He listened not so much to what she said as to the nuances in her voice. He heard nothing to enlighten him,
except that she had reverted to the formal tones of early acquaintance. No revelation there; simply the old
voice–cool, almost detached from personality, flexible and vibrant, suggesting potentialities of song.
“May is the month of happiness they say,” she said, with what seemed to him a shade of irony.
“Why not?”
The gravel road lay before them; at the road’s end the lighted windows of the house on the hill. There swept
over the spirit of Alfredo Salazar a longing so keen that it was pain, a wish that, that house were his, that all the
bewilderments of the present were not, and that this woman by his side were his long wedded wife, returning
with him to the peace of home.
“Julita,” he said in his slow, thoughtful manner, “did you ever have to choose between something you wanted to
do and something you had to do?”
“No!”
“I thought maybe you had had that experience; then you could understand a man who was in such a situation.”
“I don’t know, Julita.
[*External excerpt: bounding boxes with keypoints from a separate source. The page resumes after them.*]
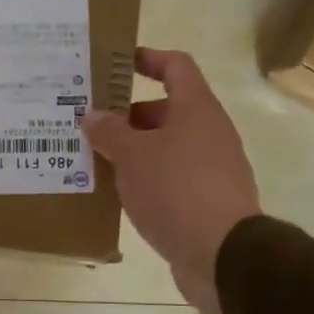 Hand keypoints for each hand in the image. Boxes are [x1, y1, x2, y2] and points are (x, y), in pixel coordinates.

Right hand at [82, 48, 259, 313]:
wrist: (222, 255)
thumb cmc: (176, 190)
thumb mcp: (132, 156)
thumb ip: (109, 132)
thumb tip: (93, 116)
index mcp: (196, 109)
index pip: (175, 66)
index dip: (148, 59)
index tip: (117, 63)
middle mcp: (209, 133)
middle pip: (167, 110)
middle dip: (129, 115)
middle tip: (91, 124)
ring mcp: (211, 169)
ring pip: (167, 147)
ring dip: (134, 151)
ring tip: (96, 160)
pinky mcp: (206, 202)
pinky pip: (171, 179)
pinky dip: (146, 180)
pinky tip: (119, 195) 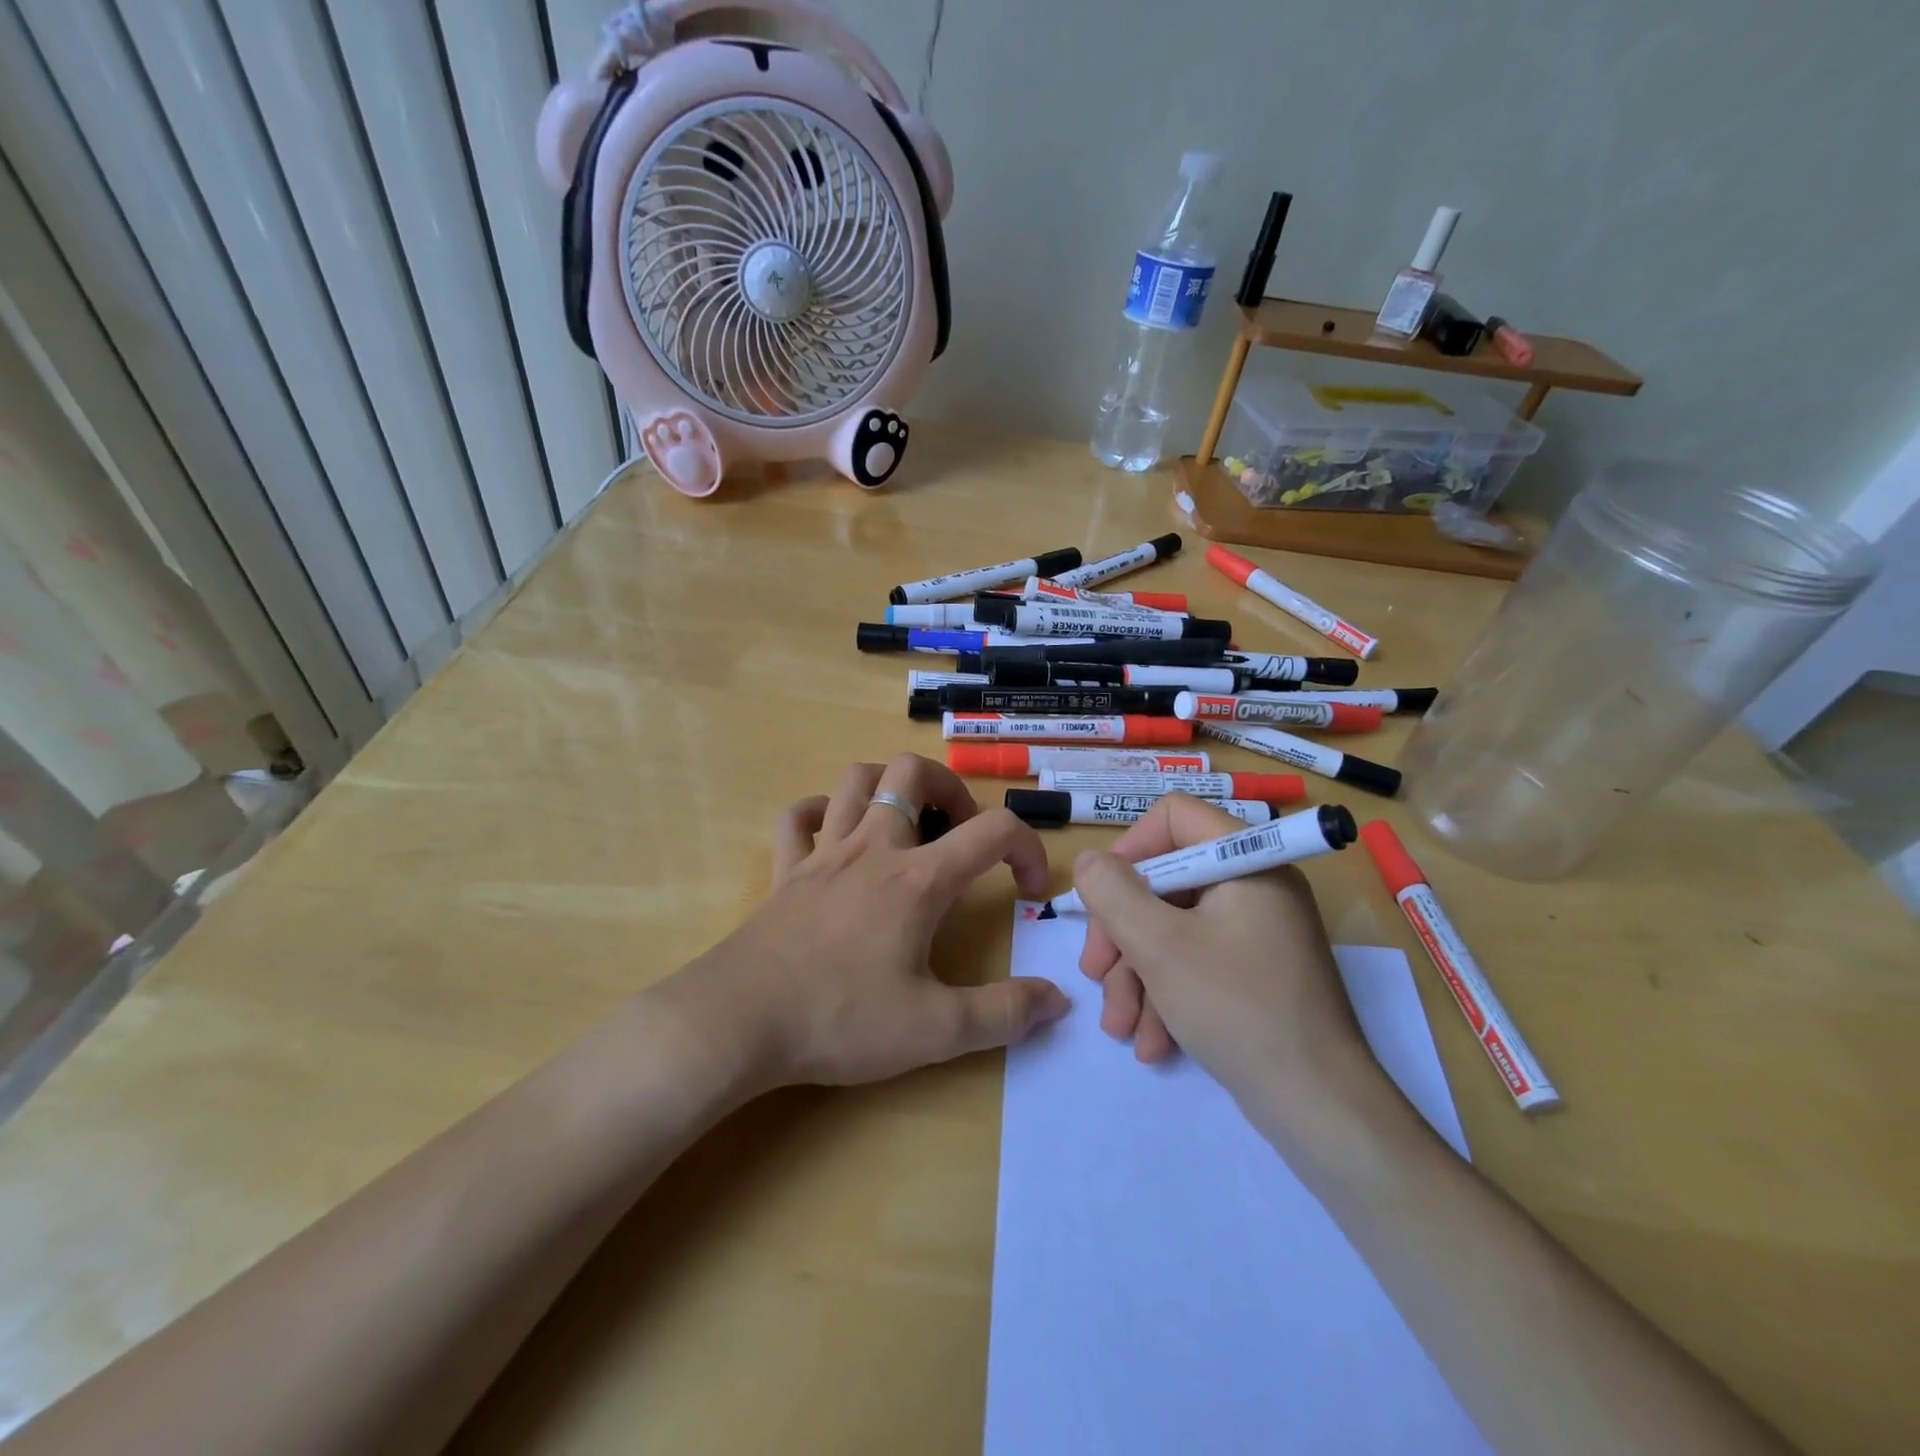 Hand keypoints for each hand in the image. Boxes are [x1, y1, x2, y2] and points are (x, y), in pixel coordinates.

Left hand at [666, 754, 1069, 1090]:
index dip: (1029, 849)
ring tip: (908, 821)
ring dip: (889, 784)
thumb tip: (1058, 1001)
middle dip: (951, 788)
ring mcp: (823, 853)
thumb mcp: (935, 1030)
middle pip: (914, 772)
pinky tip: (834, 834)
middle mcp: (874, 848)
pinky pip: (799, 817)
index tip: (1030, 890)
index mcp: (918, 878)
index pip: (994, 831)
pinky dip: (821, 812)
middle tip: (961, 832)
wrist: (738, 1021)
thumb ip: (1004, 1014)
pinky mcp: (785, 870)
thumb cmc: (840, 1019)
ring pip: (856, 779)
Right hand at [1072, 794, 1373, 1108]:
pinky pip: (1196, 963)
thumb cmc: (1236, 1008)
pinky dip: (1167, 995)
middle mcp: (1254, 886)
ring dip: (1137, 975)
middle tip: (1095, 973)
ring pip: (1174, 929)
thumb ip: (1112, 893)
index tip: (1102, 897)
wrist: (1318, 1108)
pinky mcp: (1254, 973)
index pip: (1174, 817)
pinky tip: (1152, 1043)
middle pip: (1165, 882)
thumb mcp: (1159, 945)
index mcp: (1246, 861)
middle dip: (1122, 933)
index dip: (1129, 850)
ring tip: (1120, 1027)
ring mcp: (1256, 932)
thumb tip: (1090, 861)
Perhaps not. But there is a point where a thing escapes us and rushes downward of its own
weight, dragging us along. Then it is foolish to ask whether one will or will not, because it no longer depends on
him.”
“But then why–why–” her muffled voice came. “Oh, what do I know? That is his problem after all.”
“Why must it? I–I have to say good-bye, Mr. Salazar; we are at the house.”
Without lifting her eyes she quickly turned and walked away.
Had the final word been said? He wondered. It had. Yet a feeble flutter of hope trembled in his mind though set
against that hope were three years of engagement, a very near wedding, perfect understanding between the
parents, his own conscience, and Esperanza herself–Esperanza waiting, Esperanza no longer young, Esperanza
the efficient, the literal-minded, the intensely acquisitive.
He looked attentively at her where she sat on the sofa, appraisingly, and with a kind of aversion which he tried
to control.
She was one of those fortunate women who have the gift of uniformly acceptable appearance. She never
surprised one with unexpected homeliness nor with startling reserves of beauty. At home, in church, on the
street, she was always herself, a woman past first bloom, light and clear of complexion, spare of arms and of
breast, with a slight convexity to thin throat; a woman dressed with self-conscious care, even elegance; a
woman distinctly not average.
She was pursuing an indignant relation about something or other, something about Calixta, their note-carrier,
Alfredo perceived, so he merely half-listened, understanding imperfectly. At a pause he drawled out to fill in the
gap: “Well, what of it?” The remark sounded ruder than he had intended.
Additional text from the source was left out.